Find more from this author on:
Here is a short sample from the book:
Jennifer disconnected, tossed her phone onto the desk, and retrieved the customer's file to confirm what she already knew. Yes, the customer had signed off that Sean had completed the work. Yes, Jennifer had sent the customer an invoice the next day, and then a second invoice thirty days later. No, the customer hadn't yet paid.
She grabbed the phone and jumped to her feet, pacing the spare bedroom they'd turned into her home-office. "Sean?"
"That's my name."
"I just got off the phone with the customer who had that bannister work. She says she doesn't remember you being there, and hasn't received any invoices from us."
"I'll swing by after I finish up here for the day. Maybe once she sees my face she'll remember. I also seem to recall a piece of blueberry crumb cake, which might seal the deal. Can you text me the address?"
"Will do. It would probably help with collections if you started swiping charge cards."
"I think I've heard that suggestion before."
"Yes, well you just keep hearing it until you listen. Home at six?"
"Unless that customer offers me another piece of blueberry crumb cake, which might delay my arrival to quarter past."
"We're having shepherd's pie. I'll plan for six-thirty."
"You're a love."
"You're a thorn in my side."
"Gotta go. The boss lady doesn't appreciate me making idle chatter when I could be racking up billable hours."
"That's right. I don't." Jennifer made kissing sounds into the phone before disconnecting.
She would simply buy him the card reader that worked through his phone but she'd already purchased two of them. One he "lost," and the other one he "couldn't find."
Returning to her desk, Jennifer pulled up the address he required and texted it to him.
Jennifer spent the next few hours seeing if she could shift his schedule enough to fit in a non-emergency job for a repeat customer. Everything about running a small business was a juggling act, complicated by the need to keep putting more balls in the air.
You had to satisfy your current customers at the same time you were attracting fresh business. You had to pursue new construction at the same time you depended on renovations and repairs. You had to chase homeowners, companies, and developers, all of whom had different timetables.

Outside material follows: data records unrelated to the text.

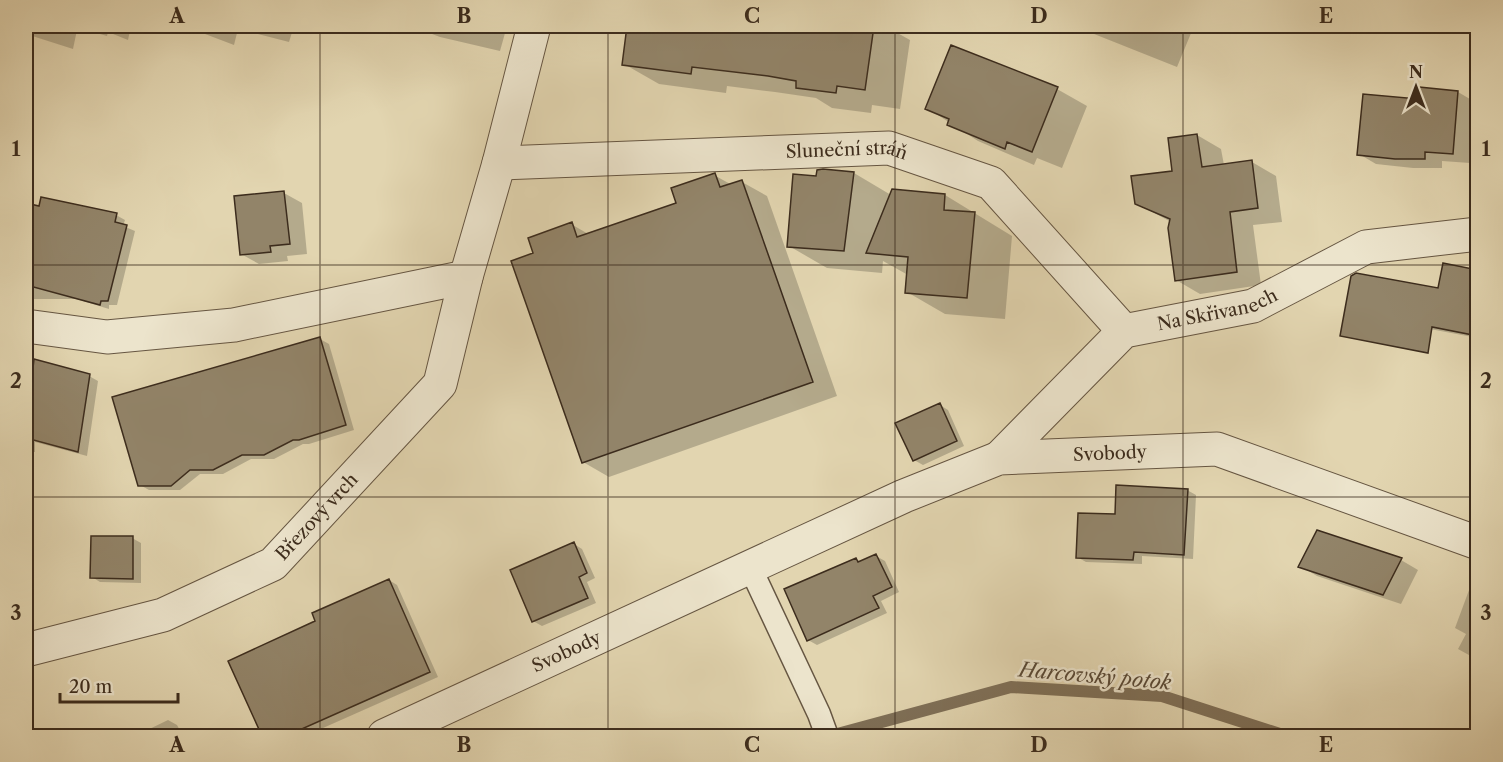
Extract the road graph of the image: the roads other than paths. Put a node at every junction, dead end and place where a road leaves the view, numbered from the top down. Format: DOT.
graph roads {
  1 [pos="534,26"];
  2 [pos="499,163"];
  3 [pos="1478,234"];
  4 [pos="466,277"];
  5 [pos="26,326"];
  6 [pos="1124,332"];
  7 [pos="999,458"];
  8 [pos="1478,543"];
  9 [pos="753,574"];
  10 [pos="752,608"];
  11 [pos="26,650"];
  12 [pos="423,728"];
  13 [pos="384,736"];
  14 [pos="827,736"];
  1 -- 2 [label="street, Březový vrch"];
  2 -- 4 [label="street, Březový vrch"];
  2 -- 6 [label="street, Sluneční stráň"];
  3 -- 6 [label="street, Na Skřivanech"];
  4 -- 5 [label="street"];
  4 -- 11 [label="street, Březový vrch"];
  6 -- 7 [label="street"];
  7 -- 8 [label="street, Svobody"];
  7 -- 9 [label="street, Svobody"];
  9 -- 10 [label="lane"];
  9 -- 12 [label="street, Svobody"];
  9 -- 14 [label="lane"];
  12 -- 13 [label="street, Svobody"];
}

Everybody wanted you on site right now. Even the few who understood that everybody wanted you on site right now, and that being everywhere right now just wasn't possible, still wanted you on site right now.
Which reminded her she hadn't yet checked the reviews this week. You couldn't let a bad review fester.

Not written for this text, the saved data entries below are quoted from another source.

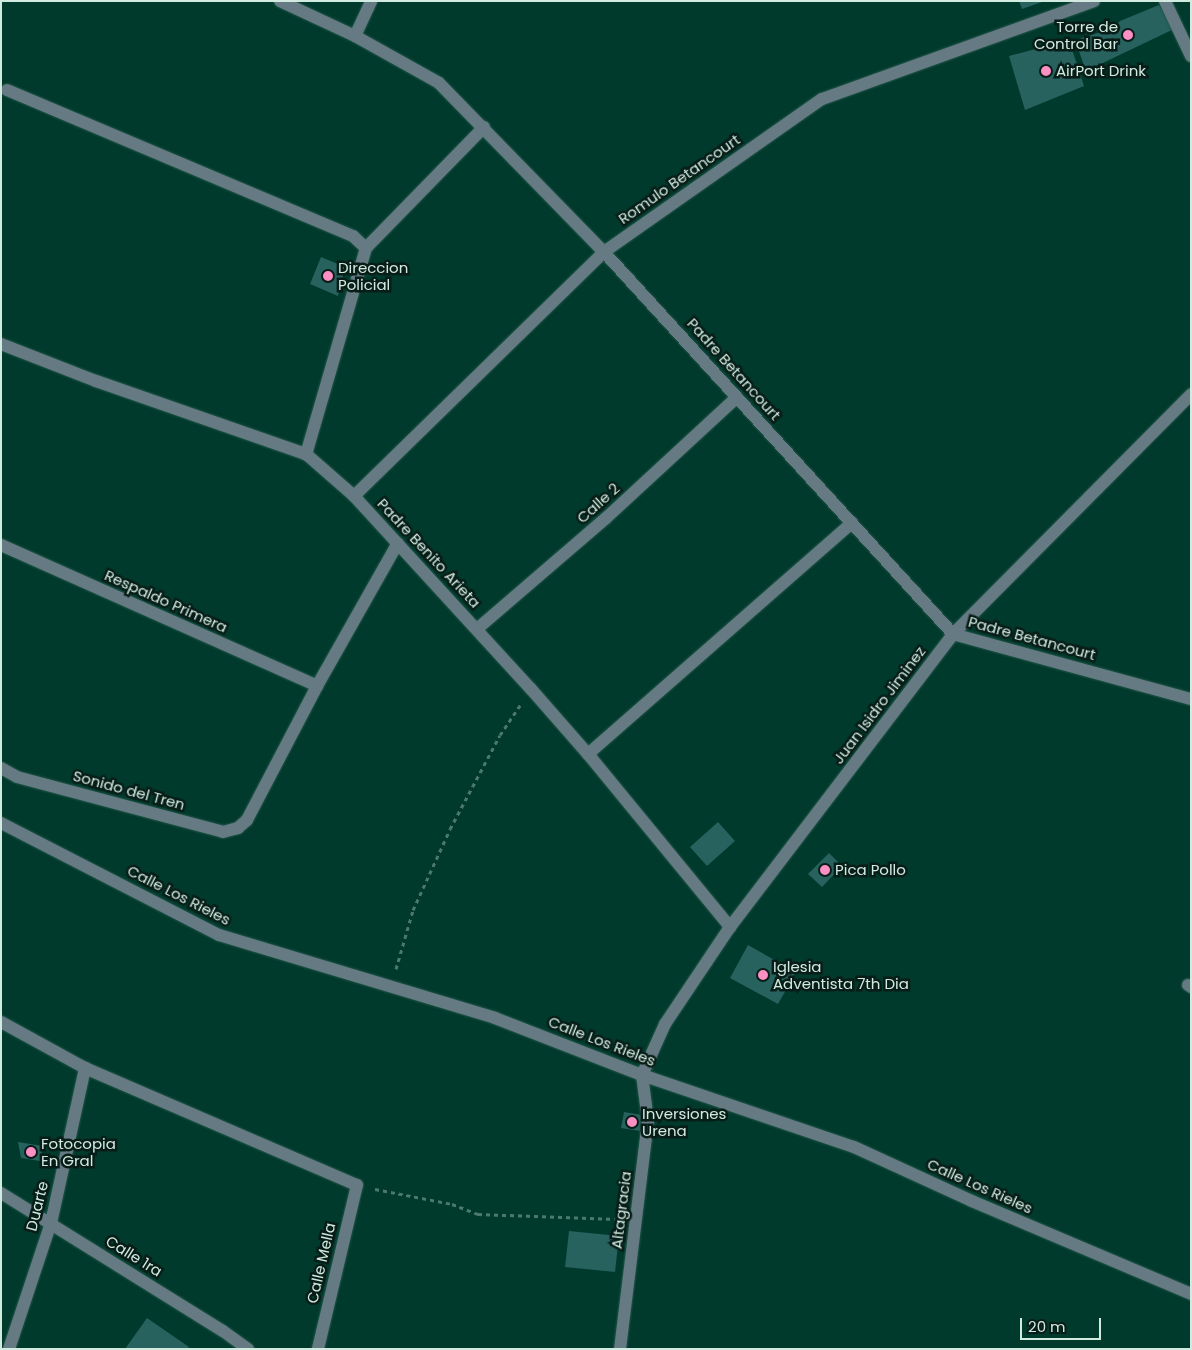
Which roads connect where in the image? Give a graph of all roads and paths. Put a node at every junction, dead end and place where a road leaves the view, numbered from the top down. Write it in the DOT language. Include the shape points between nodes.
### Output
graph roads {
  1 [pos="280,1"];
  2 [pos="371,1"];
  3 [pos="1094,1"];
  4 [pos="1165,1"];
  5 [pos="355,36"];
  6 [pos="1191,56"];
  7 [pos="7,90"];
  8 [pos="484,127"];
  9 [pos="366,248"];
  10 [pos="604,252"];
  11 [pos="1,344"];
  12 [pos="1191,394"];
  13 [pos="737,397"];
  14 [pos="306,454"];
  15 [pos="354,496"];
  16 [pos="852,523"];
  17 [pos="398,543"];
  18 [pos="1,545"];
  19 [pos="477,629"];
  20 [pos="953,634"];
  21 [pos="317,686"];
  22 [pos="531,689"];
  23 [pos="1191,699"];
  24 [pos="588,754"];
  25 [pos="1,768"];
  26 [pos="1,823"];
  27 [pos="730,927"];
  28 [pos="390,987"];
  29 [pos="1,1022"];
  30 [pos="85,1068"];
  31 [pos="642,1075"];
  32 [pos="357,1185"];
  33 [pos="1,1194"];
  34 [pos="636,1220"];
  35 [pos="51,1223"];
  36 [pos="1191,1294"];
  37 [pos="9,1349"];
  38 [pos="248,1349"];
  39 [pos="318,1349"];
  40 [pos="620,1349"];
  1 -- 5 [label="street, Padre Betancourt"];
  2 -- 5 [label="street"];
  3 -- 10 [label="street, Romulo Betancourt" via="822,99"];
  4 -- 6 [label="street"];
  5 -- 8 [label="street, Padre Betancourt" via="439,83"];
  7 -- 9 [label="street" via="353,236"];
  8 -- 9 [label="street"];
  8 -- 10 [label="street, Padre Betancourt"];
  9 -- 14 [label="street"];
  10 -- 13 [label="street, Padre Betancourt"];
  10 -- 15 [label="street, Romulo Betancourt"];
  11 -- 14 [label="street, Padre Benito Arieta" via="96,381"];
  12 -- 20 [label="street, Juan Isidro Jiminez"];
  13 -- 16 [label="street, Padre Betancourt"];
  13 -- 19 [label="street, Calle 2" via="606,518"];
  14 -- 15 [label="street, Padre Benito Arieta"];
  15 -- 17 [label="street, Padre Benito Arieta"];
  16 -- 20 [label="street, Padre Betancourt"];
  16 -- 24 [label="street"];
  17 -- 19 [label="street, Padre Benito Arieta"];
  17 -- 21 [label="street"];
  18 -- 21 [label="street, Respaldo Primera"];
  19 -- 22 [label="street, Padre Benito Arieta"];
  20 -- 23 [label="street, Padre Betancourt"];
  20 -- 27 [label="street, Juan Isidro Jiminez"];
  21 -- 25 [label="street, Sonido del Tren" via="247,820 238,828 223,832 17,776"];
  22 -- 24 [label="street, Padre Benito Arieta"];
  22 -- 28 [label="path" via="500,735 450,829 413,910"];
  24 -- 27 [label="street, Padre Benito Arieta"];
  26 -- 28 [label="street, Calle Los Rieles" via="219,935"];
  27 -- 31 [label="street, Juan Isidro Jiminez" via="665,1024"];
  28 -- 31 [label="street, Calle Los Rieles" via="495,1018"];
  29 -- 30 [label="street"];
  30 -- 32 [label="street"];
  30 -- 35 [label="street, Duarte"];
  31 -- 34 [label="street, Altagracia" via="648,1121"];
  31 -- 36 [label="street, Calle Los Rieles" via="854,1147"];
  32 -- 34 [label="path" via="452,1204 478,1214"];
  32 -- 39 [label="street, Calle Mella"];
  33 -- 35 [label="street, Calle 1ra"];
  34 -- 40 [label="street, Altagracia"];
  35 -- 37 [label="street, Duarte"];
  35 -- 38 [label="street, Calle 1ra"];
}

She took a break to brown the hamburger, heat the corn, and mash the potatoes she baked yesterday.
Sean texted that he left the job early, paid a visit to the non-paying customer, and now had check in hand.
"Great! You left the job early, or you finished the job early?"
"Which answer do you want to hear?"
"The one that reassures me that we have a satisfied customer, and that you don't have to go back tomorrow, forcing me to rearrange your morning."
"I have a check in hand!"
"You are such a thorn."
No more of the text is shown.